→ **Data excerpts**
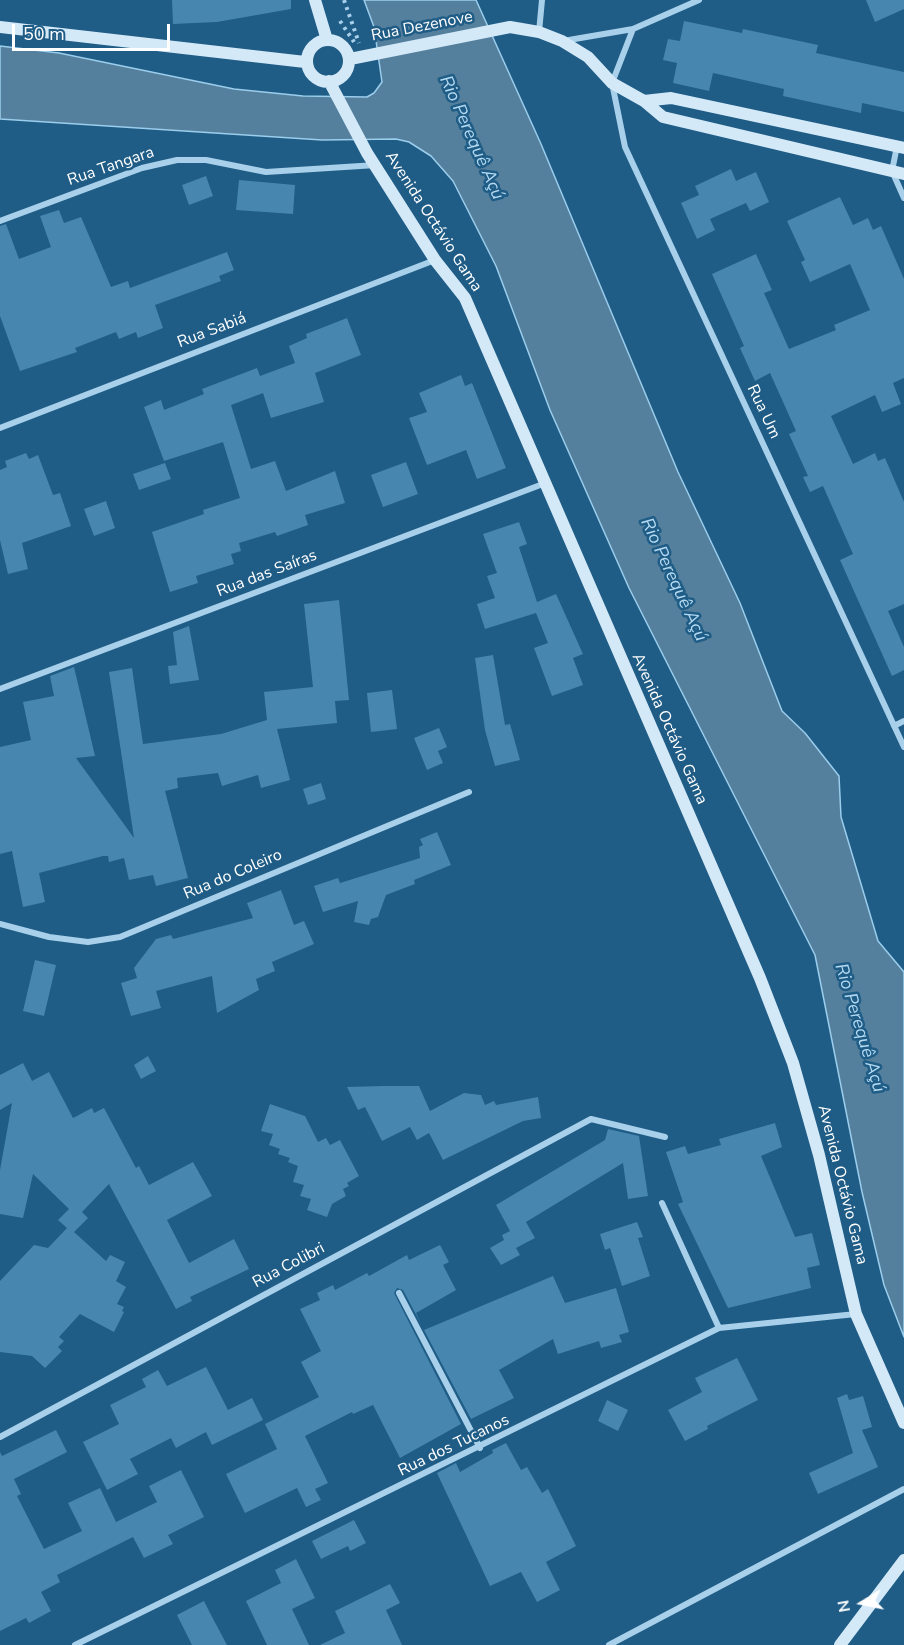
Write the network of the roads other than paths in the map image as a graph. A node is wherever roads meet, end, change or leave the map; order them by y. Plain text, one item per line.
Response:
1 (315, 0) edge
2 (542, 0) edge
3 (699, 0) edge
4 (0, 27) edge
5 (633, 29) junction
6 (539, 32) junction
7 (327, 40) junction
8 (562, 41) junction
9 (350, 59) junction
10 (305, 62) junction
11 (612, 83) junction
12 (330, 85) junction
13 (644, 101) junction
14 (901, 147) edge
15 (377, 165) junction
16 (898, 172) edge
17 (904, 198) edge
18 (0, 221) edge
19 (435, 260) junction
20 (0, 428) edge
21 (543, 484) junction
22 (0, 689) edge
23 (904, 721) edge
24 (894, 726) junction
25 (904, 747) edge
26 (469, 792) dead end
27 (0, 924) edge
28 (665, 1137) dead end
29 (662, 1203) dead end
30 (399, 1293) dead end
31 (856, 1314) junction
32 (719, 1328) junction
33 (904, 1422) edge
34 (0, 1437) edge
35 (480, 1448) junction
36 (904, 1489) edge
37 (904, 1560) edge
38 (75, 1645) edge
39 (609, 1645) edge
40 (840, 1645) edge

1 - 7 street
2 - 6 street
3 - 5 street
4 - 10 street
5 - 8 street
5 - 11 street
6 - 8 street, Rua Dezenove
6 - 9 street, Rua Dezenove
7 - 9 street
7 - 10 street
8 - 11 street, Rua Dezenove
9 - 12 street
10 - 12 street
11 - 13 street, Rua Dezenove
11 - 24 street, Rua Um
12 - 15 street, Avenida Octávio Gama
13 - 14 street
13 - 16 street, Rua Dezenove
14 - 16 street
15 - 18 street, Rua Tangara
15 - 19 street, Avenida Octávio Gama
16 - 17 street
19 - 20 street, Rua Sabiá
19 - 21 street, Avenida Octávio Gama
21 - 22 street, Rua das Saíras
21 - 31 street, Avenida Octávio Gama
23 - 24 street
24 - 25 street, Rua Um
26 - 27 street, Rua do Coleiro
28 - 34 street, Rua Colibri
29 - 32 street
30 - 35 street
31 - 32 street, Rua dos Tucanos
31 - 33 street, Avenida Octávio Gama
32 - 35 street, Rua dos Tucanos
35 - 38 street, Rua dos Tucanos
36 - 39 street
37 - 40 street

→ **Task details**
Pictures aren't part of the copy; return each record above exactly.

→ **Answer to this task**
Write the network of the roads other than paths in the map image as a graph. A node is wherever roads meet, end, change or leave the map; order them by y. Plain text, one item per line.
Response:
1 (315, 0) edge
2 (542, 0) edge
3 (699, 0) edge
4 (0, 27) edge
5 (633, 29) junction
6 (539, 32) junction
7 (327, 40) junction
8 (562, 41) junction
9 (350, 59) junction
10 (305, 62) junction
11 (612, 83) junction
12 (330, 85) junction
13 (644, 101) junction
14 (901, 147) edge
15 (377, 165) junction
16 (898, 172) edge
17 (904, 198) edge
18 (0, 221) edge
19 (435, 260) junction
20 (0, 428) edge
21 (543, 484) junction
22 (0, 689) edge
23 (904, 721) edge
24 (894, 726) junction
25 (904, 747) edge
26 (469, 792) dead end
27 (0, 924) edge
28 (665, 1137) dead end
29 (662, 1203) dead end
30 (399, 1293) dead end
31 (856, 1314) junction
32 (719, 1328) junction
33 (904, 1422) edge
34 (0, 1437) edge
35 (480, 1448) junction
36 (904, 1489) edge
37 (904, 1560) edge
38 (75, 1645) edge
39 (609, 1645) edge
40 (840, 1645) edge

1 - 7 street
2 - 6 street
3 - 5 street
4 - 10 street
5 - 8 street
5 - 11 street
6 - 8 street, Rua Dezenove
6 - 9 street, Rua Dezenove
7 - 9 street
7 - 10 street
8 - 11 street, Rua Dezenove
9 - 12 street
10 - 12 street
11 - 13 street, Rua Dezenove
11 - 24 street, Rua Um
12 - 15 street, Avenida Octávio Gama
13 - 14 street
13 - 16 street, Rua Dezenove
14 - 16 street
15 - 18 street, Rua Tangara
15 - 19 street, Avenida Octávio Gama
16 - 17 street
19 - 20 street, Rua Sabiá
19 - 21 street, Avenida Octávio Gama
21 - 22 street, Rua das Saíras
21 - 31 street, Avenida Octávio Gama
23 - 24 street
24 - 25 street, Rua Um
26 - 27 street, Rua do Coleiro
28 - 34 street, Rua Colibri
29 - 32 street
30 - 35 street
31 - 32 street, Rua dos Tucanos
31 - 33 street, Avenida Octávio Gama
32 - 35 street, Rua dos Tucanos
35 - 38 street, Rua dos Tucanos
36 - 39 street
37 - 40 street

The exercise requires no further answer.